* TASK TO CARRY OUT
Tally the lines below that contain the word "limit", then give the tally alone.

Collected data
--
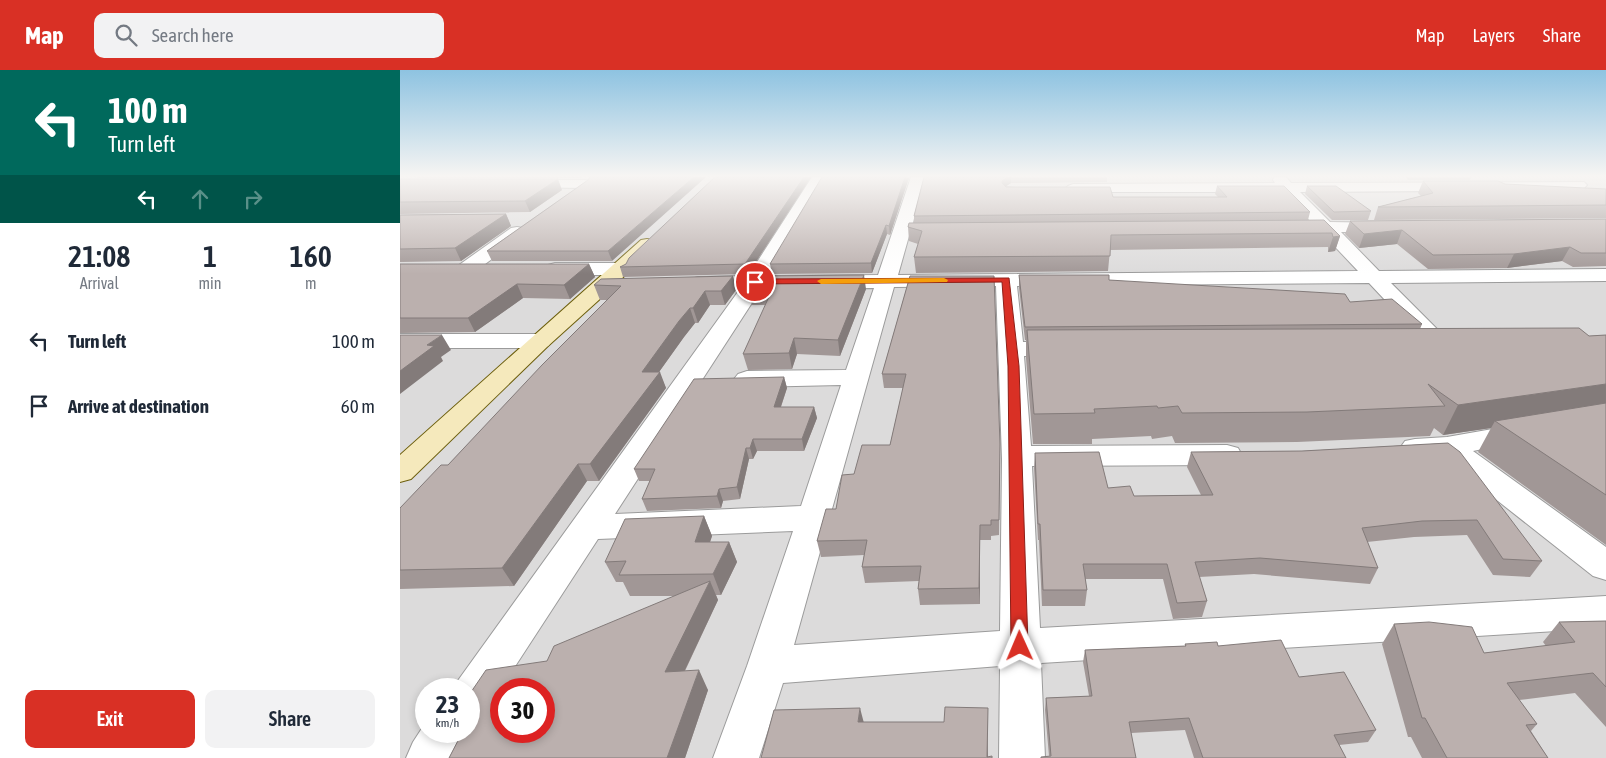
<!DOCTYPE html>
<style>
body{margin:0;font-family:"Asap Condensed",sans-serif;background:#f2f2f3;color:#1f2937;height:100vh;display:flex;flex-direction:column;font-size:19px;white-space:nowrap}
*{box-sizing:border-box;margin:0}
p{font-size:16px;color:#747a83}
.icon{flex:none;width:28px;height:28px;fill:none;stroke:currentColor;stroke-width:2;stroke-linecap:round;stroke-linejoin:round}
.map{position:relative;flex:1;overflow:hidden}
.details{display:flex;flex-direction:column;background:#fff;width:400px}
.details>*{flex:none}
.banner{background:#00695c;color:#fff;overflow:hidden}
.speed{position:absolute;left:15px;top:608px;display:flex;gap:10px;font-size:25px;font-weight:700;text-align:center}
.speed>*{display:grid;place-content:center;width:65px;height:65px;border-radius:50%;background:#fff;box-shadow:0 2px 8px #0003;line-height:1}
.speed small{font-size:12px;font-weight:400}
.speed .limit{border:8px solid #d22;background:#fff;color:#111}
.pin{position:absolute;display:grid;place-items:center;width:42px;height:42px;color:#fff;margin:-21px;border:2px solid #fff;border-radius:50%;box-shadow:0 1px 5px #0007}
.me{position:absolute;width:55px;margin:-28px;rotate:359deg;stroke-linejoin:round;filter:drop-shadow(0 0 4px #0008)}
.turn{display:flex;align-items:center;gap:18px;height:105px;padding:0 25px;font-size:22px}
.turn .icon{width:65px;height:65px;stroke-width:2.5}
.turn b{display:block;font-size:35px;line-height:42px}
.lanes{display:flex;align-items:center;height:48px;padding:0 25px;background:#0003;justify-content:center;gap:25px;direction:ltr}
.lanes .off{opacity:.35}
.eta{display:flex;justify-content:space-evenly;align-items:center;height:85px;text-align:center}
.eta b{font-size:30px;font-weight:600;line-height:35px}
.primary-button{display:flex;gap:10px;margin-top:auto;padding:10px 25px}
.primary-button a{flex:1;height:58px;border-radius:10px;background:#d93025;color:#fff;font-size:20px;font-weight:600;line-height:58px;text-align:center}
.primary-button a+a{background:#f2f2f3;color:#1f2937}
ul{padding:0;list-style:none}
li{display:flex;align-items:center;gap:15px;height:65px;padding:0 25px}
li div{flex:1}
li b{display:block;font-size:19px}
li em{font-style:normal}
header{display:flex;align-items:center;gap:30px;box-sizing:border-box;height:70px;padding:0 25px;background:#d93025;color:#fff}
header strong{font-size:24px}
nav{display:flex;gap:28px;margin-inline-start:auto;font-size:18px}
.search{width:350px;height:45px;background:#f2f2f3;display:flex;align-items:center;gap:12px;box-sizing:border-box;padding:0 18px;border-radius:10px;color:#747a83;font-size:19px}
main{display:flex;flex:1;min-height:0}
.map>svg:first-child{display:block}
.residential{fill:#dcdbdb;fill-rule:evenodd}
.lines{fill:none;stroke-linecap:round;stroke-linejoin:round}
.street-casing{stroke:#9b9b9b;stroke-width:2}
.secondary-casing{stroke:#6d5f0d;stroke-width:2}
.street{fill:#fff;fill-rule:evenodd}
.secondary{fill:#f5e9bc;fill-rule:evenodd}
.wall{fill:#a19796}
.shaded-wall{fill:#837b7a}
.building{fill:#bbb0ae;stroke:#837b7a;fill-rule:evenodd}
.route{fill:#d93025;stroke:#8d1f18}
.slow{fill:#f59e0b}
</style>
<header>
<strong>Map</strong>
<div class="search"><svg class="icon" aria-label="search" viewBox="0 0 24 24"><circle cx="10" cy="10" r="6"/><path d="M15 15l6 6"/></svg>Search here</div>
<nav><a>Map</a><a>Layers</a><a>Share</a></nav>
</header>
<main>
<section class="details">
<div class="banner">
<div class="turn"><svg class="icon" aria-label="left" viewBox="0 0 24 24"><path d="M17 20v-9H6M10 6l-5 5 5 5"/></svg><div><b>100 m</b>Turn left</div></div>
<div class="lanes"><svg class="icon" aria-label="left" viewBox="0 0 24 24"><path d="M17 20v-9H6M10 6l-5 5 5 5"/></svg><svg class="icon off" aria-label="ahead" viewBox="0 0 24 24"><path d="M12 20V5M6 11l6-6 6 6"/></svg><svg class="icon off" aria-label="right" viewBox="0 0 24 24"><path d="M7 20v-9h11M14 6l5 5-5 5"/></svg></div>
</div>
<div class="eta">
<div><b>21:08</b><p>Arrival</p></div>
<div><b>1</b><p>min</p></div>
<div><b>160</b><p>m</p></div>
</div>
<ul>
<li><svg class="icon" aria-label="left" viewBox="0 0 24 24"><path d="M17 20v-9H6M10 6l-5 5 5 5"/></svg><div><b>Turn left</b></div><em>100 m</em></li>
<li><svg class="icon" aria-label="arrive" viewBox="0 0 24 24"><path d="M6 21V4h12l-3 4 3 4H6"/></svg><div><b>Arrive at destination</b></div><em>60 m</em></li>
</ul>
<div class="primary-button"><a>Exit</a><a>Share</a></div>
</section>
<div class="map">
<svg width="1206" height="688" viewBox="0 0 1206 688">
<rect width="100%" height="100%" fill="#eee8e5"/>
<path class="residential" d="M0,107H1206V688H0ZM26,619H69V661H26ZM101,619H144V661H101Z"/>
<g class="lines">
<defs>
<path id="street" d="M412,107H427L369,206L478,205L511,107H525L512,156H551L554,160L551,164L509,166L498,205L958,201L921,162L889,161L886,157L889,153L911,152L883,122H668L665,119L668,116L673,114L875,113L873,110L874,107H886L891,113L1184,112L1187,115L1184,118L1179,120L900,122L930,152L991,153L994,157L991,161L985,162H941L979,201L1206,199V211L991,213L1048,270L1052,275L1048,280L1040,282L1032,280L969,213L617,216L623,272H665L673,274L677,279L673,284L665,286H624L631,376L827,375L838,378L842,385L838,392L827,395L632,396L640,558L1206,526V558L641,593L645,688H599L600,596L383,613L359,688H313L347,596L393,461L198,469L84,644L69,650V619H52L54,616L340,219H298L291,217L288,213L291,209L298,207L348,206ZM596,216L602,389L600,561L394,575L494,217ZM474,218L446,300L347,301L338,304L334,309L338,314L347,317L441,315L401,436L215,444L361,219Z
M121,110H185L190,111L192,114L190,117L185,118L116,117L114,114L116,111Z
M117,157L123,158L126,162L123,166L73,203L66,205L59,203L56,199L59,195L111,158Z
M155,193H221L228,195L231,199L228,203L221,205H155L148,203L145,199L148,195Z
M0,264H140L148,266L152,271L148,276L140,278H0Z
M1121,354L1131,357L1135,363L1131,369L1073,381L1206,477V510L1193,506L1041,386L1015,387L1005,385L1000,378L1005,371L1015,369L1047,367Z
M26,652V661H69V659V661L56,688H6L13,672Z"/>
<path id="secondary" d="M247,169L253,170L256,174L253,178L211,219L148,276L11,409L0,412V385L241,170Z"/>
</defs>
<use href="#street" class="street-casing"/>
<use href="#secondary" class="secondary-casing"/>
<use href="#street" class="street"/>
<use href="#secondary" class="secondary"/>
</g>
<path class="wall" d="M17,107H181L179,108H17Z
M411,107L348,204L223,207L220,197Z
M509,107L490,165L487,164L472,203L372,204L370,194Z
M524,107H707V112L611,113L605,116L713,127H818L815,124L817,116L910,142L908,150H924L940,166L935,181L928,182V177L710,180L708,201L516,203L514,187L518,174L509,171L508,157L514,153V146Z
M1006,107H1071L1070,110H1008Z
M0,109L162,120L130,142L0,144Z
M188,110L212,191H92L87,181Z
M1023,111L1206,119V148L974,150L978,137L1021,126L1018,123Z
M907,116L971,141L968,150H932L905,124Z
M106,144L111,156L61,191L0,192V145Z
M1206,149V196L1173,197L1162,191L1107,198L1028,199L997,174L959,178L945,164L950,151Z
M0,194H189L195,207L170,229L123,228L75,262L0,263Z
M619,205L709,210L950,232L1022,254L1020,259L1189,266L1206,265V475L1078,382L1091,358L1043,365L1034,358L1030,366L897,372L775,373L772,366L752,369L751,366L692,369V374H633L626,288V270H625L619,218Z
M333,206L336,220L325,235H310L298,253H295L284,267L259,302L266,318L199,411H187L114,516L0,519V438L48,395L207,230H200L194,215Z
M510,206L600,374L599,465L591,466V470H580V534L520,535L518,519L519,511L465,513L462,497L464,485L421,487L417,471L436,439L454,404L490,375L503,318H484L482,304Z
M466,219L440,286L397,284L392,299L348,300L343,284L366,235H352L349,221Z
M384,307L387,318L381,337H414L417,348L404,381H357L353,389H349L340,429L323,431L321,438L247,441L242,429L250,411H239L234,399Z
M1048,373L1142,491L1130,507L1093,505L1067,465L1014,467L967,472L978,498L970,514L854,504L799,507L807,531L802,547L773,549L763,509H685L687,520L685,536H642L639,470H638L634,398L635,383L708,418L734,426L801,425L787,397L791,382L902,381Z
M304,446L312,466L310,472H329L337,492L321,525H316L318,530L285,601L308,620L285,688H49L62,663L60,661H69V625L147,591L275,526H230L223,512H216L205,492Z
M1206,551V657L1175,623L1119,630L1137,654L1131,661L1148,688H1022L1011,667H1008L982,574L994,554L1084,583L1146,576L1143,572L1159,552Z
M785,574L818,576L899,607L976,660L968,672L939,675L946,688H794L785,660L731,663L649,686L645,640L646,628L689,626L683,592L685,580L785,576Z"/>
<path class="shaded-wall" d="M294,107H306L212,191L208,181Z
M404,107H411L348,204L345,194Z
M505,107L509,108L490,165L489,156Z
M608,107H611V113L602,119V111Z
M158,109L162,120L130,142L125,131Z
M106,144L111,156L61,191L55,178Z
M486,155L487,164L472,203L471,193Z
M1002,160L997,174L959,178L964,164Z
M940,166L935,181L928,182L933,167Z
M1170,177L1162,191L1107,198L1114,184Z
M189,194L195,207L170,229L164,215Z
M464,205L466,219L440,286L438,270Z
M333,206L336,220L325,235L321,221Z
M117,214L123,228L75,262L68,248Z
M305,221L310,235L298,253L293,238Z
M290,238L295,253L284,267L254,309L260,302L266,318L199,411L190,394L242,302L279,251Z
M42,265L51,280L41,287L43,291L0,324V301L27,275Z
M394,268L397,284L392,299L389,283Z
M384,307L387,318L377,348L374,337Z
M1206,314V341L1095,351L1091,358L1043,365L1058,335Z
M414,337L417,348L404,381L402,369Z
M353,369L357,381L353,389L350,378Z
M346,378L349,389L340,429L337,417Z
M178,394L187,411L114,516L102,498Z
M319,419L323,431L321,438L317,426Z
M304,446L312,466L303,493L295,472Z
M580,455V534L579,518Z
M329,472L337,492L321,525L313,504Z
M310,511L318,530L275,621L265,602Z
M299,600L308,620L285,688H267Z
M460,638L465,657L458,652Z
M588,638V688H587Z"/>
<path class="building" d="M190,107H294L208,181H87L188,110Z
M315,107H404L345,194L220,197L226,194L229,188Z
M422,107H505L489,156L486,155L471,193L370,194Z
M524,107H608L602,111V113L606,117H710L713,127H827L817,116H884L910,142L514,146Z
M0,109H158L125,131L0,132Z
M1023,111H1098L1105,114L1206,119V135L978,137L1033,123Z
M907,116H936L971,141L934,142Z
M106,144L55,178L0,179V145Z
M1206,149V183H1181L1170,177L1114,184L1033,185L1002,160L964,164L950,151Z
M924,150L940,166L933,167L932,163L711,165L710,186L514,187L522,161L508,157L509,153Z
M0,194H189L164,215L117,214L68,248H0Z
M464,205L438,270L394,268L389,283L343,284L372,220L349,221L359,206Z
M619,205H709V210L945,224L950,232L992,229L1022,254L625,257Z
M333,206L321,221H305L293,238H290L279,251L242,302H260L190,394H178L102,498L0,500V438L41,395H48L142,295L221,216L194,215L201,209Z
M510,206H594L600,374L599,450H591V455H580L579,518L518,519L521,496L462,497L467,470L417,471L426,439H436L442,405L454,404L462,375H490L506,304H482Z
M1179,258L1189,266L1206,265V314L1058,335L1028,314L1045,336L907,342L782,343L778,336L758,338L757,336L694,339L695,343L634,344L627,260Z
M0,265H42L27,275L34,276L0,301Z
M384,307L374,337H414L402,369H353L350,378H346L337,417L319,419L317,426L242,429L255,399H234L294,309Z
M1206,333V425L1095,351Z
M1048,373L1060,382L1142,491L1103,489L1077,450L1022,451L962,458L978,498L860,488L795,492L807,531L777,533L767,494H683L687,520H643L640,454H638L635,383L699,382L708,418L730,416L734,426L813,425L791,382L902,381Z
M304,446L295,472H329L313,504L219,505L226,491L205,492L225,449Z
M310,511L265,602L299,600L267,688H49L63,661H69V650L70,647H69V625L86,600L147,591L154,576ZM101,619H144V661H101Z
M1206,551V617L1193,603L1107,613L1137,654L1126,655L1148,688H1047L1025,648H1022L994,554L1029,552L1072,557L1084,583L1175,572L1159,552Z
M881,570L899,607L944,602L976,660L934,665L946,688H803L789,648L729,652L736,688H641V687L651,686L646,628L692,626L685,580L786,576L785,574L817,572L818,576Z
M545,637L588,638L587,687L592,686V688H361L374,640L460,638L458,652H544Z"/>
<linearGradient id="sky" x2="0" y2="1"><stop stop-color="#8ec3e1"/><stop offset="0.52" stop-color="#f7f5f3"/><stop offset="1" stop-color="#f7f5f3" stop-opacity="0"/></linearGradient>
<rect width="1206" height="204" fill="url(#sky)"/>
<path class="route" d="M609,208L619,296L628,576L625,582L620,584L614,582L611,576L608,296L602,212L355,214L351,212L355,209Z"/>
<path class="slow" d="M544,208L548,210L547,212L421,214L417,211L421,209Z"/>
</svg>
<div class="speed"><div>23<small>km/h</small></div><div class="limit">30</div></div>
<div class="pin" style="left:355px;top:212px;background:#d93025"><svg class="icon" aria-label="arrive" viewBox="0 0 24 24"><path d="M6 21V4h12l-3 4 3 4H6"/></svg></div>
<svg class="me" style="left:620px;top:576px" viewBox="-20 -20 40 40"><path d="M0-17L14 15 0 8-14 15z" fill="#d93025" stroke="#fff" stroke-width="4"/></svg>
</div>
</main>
--
* EXERCISE RESPONSE
2